The windscreen and back heaters would give consistent heat all over whilst the hair dryer would give localised heat for a short period. In this colder weather I would avoid the hair dryer, think of the electricity and the potential for a cracked screen.


----------



## Inge (Jun 7, 2013)

Had not thought of that - though always think it is a shame to have the engine running and not driving.


----------



## Bearswaxfactory (Sep 5, 2010)

We routinely use h2go and have had this occur once. A very light mist of water and a wipe does the job.


----------



## perm (Oct 26, 2005)

Hi,
just wanted to say that H2GO – Rain Repellent is fantastic.
Low price
easy to apply
lasts well
works well at above 50 MPH on my 3 series.

Great find.


----------



## DIESEL DAVE (Jul 26, 2007)

I`ve had no problems using mine, its been excellent :thumb:


----------



## Starbuck88 (Nov 12, 2013)

This turned up today, never used anything like it, so will follow everybody's advice and report back


----------



## smegal (Aug 14, 2009)

How long is an application expected to last?


----------



## Natalie (Jan 19, 2011)

I always give my windscreen a clay, and clean with Angelwax glass cleaner before applying.
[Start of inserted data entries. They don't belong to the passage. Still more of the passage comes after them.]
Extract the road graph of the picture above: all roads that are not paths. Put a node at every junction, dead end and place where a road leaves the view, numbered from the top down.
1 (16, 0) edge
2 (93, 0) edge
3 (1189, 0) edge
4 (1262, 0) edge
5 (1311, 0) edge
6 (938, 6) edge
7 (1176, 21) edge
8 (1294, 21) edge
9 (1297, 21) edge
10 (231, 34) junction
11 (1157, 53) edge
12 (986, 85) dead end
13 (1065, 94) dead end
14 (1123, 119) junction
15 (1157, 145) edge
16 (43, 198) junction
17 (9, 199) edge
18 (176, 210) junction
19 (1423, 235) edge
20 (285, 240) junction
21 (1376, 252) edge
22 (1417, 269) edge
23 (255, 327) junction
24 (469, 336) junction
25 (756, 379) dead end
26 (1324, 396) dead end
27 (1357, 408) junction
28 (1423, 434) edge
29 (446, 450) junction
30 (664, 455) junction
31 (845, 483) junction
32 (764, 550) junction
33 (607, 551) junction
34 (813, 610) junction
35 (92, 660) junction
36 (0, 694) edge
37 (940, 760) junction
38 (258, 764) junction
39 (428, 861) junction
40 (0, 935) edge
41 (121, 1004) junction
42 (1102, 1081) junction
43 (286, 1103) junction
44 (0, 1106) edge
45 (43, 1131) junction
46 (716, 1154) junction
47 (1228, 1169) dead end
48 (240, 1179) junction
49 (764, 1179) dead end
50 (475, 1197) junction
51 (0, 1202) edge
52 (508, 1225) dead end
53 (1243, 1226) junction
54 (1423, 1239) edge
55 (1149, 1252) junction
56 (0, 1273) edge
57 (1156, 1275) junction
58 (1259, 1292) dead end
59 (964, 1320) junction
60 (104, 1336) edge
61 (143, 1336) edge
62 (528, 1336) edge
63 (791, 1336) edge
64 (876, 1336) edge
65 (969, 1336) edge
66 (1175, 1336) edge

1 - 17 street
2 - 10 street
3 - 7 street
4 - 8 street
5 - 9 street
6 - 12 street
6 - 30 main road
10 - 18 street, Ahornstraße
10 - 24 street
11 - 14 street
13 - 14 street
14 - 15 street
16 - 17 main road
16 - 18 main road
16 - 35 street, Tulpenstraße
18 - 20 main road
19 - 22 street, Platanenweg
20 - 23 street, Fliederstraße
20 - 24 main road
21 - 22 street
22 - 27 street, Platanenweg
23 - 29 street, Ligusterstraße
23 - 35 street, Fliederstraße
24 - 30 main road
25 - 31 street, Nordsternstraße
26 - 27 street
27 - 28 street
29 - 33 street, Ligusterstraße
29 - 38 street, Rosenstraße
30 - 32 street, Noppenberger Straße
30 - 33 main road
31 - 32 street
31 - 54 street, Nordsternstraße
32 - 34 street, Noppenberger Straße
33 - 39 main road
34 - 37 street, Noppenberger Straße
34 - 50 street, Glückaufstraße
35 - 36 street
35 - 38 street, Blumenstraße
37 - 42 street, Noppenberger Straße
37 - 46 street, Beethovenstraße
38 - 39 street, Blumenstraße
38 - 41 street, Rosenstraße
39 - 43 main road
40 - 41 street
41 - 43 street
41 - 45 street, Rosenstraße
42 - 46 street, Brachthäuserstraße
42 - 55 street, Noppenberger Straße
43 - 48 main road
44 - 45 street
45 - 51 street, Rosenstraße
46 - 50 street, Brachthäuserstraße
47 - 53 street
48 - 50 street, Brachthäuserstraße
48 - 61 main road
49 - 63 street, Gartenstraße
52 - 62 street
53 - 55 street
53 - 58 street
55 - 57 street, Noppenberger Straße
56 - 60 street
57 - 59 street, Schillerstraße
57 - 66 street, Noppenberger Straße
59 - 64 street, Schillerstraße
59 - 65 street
Have never found the need to heat the screen


----------



## zahtar (Oct 26, 2012)

Smegal,
It has lasted on my fiesta up to 5-6 months. Always two coats with 20min curing between them. Prep is a normal wash and rinse, BH clay with water as lube, dry thoroughly and then two coats with a makeup pad. Never heated the windscreen, my car doesn't have such an option/feature.

Raining in Greece is not as often or as hard as in the UK, and I don't wash my car any sooner than 2 weeks, so I guess you could expect it to last a little less...


----------



## dreamtheater (Apr 12, 2010)

I get about 6-8 weeks.


----------